Outside in the sunshine came another urgent murmur from Miss Begley: “Can we make a bargain?”
I said, “Oh?”
She grabbed my arm. “You help me and I’ll help you. All right?”
From that moment on, I felt it unnatural to refuse anything she asked.
In Killarney the Americans and I said our good-byes. From their map I advised their best route; they said they’d stay in Galway overnight. Exhorted to find out all I could about Mr. Miller, I wrote down his address.
“I hope we meet again,” I said.
He said, “I never asked what it is you do.” When I told him, he said, “That’s so neat!
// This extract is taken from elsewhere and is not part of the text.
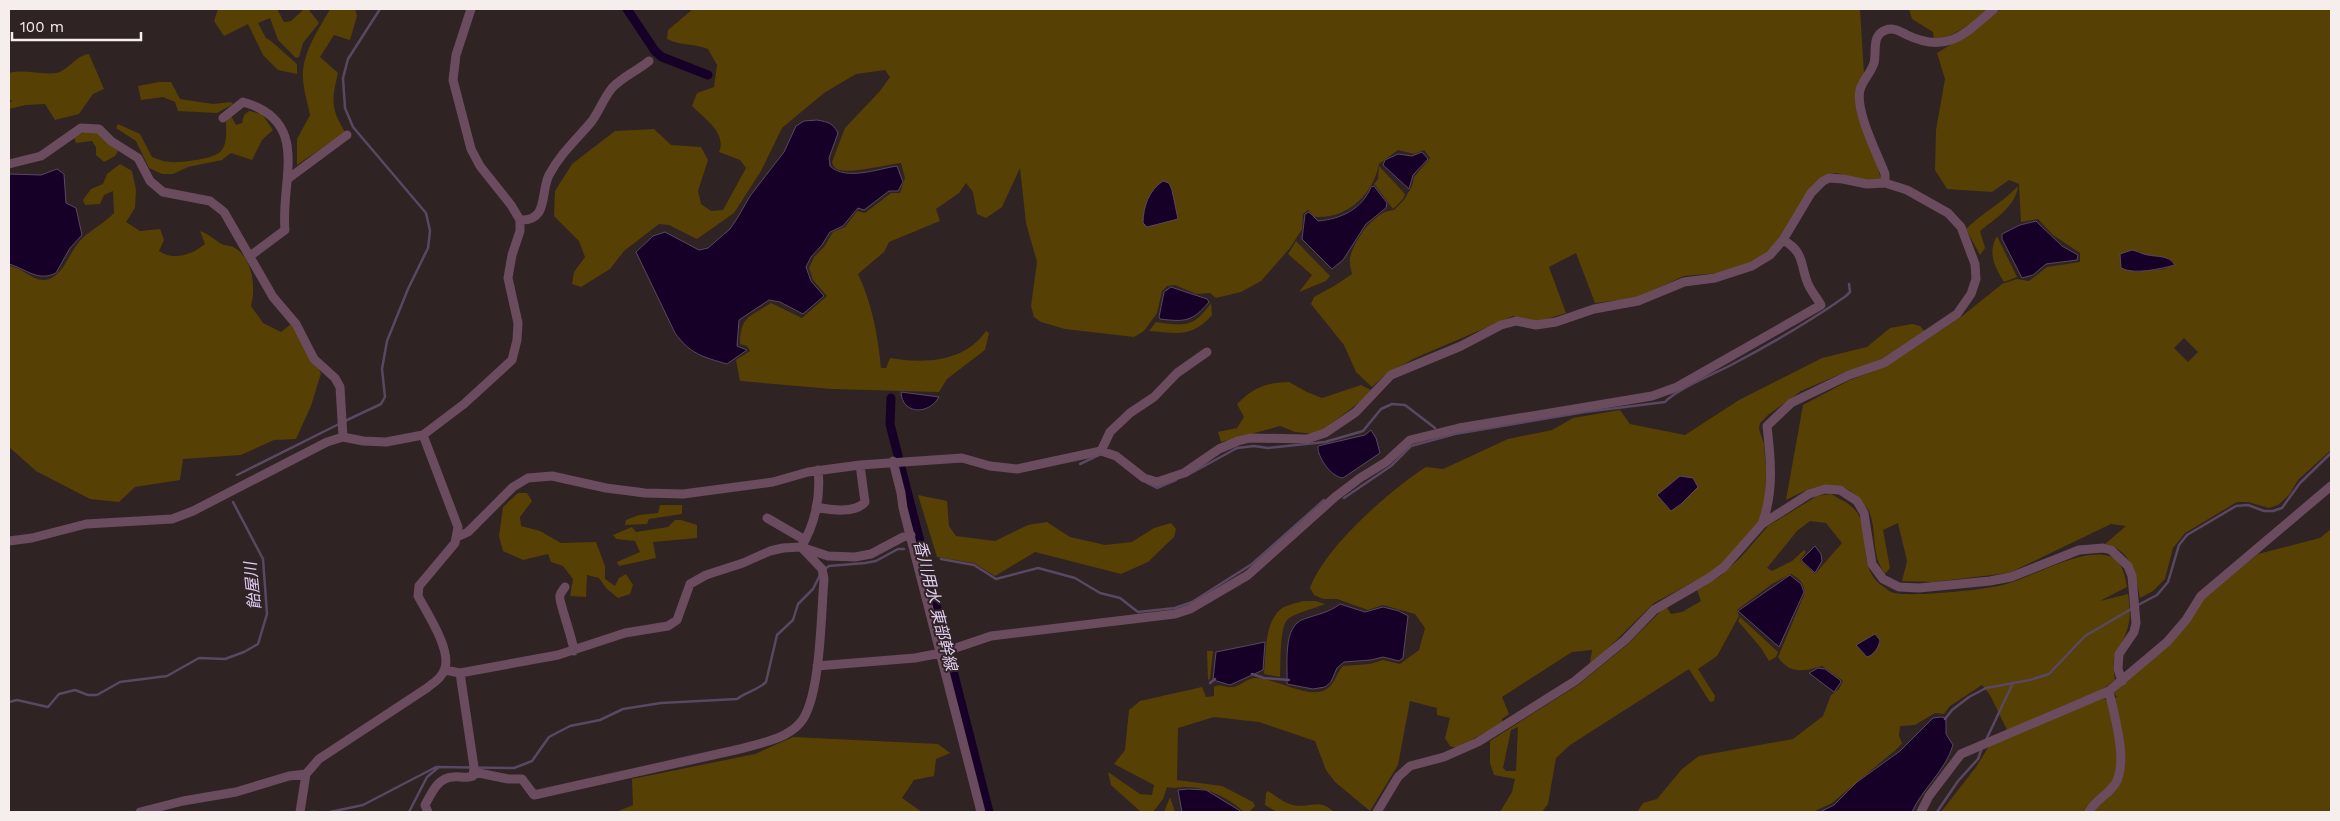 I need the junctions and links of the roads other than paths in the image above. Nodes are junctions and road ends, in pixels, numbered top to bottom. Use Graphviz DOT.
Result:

I wish I could come with you sometime.”
“If I’m in Derry,” I said, “maybe we can go out to Donegal or somewhere, and you can hear some of the things I hear.”
“Write me,” he said, with another champion handshake, and at that moment the desire to like him was born in me. But how often it would be challenged! My postcard to Miss Begley, sent next morning from Killarney, read, “To use his own word—he’s neat.”
They drove off, I cycled away, each of us roaming the globe in his own fashion. I think that I had the greater affliction—because wanderlust is based on the homing instinct; we’re always looking for the one place in which we’ll feel safest. Miller already had such a place, on some big farm in a far continent.
As a stopgap for home, I liked bed-and-breakfast houses with older landladies; they know in their bones when a person wishes to eat in silence. In Killarney I kept returning to Mrs. Cooper, on account of her tact and her cooking. Also, I liked her, probably on the basis that we tend to like people who seem to like us. She knew some relatives of mine in County Limerick, and she had a gift of knowing exactly how much conversation to make about them or anything else. Furthermore, her husband had died in the previous war and, childless, she understood people who want to be left alone.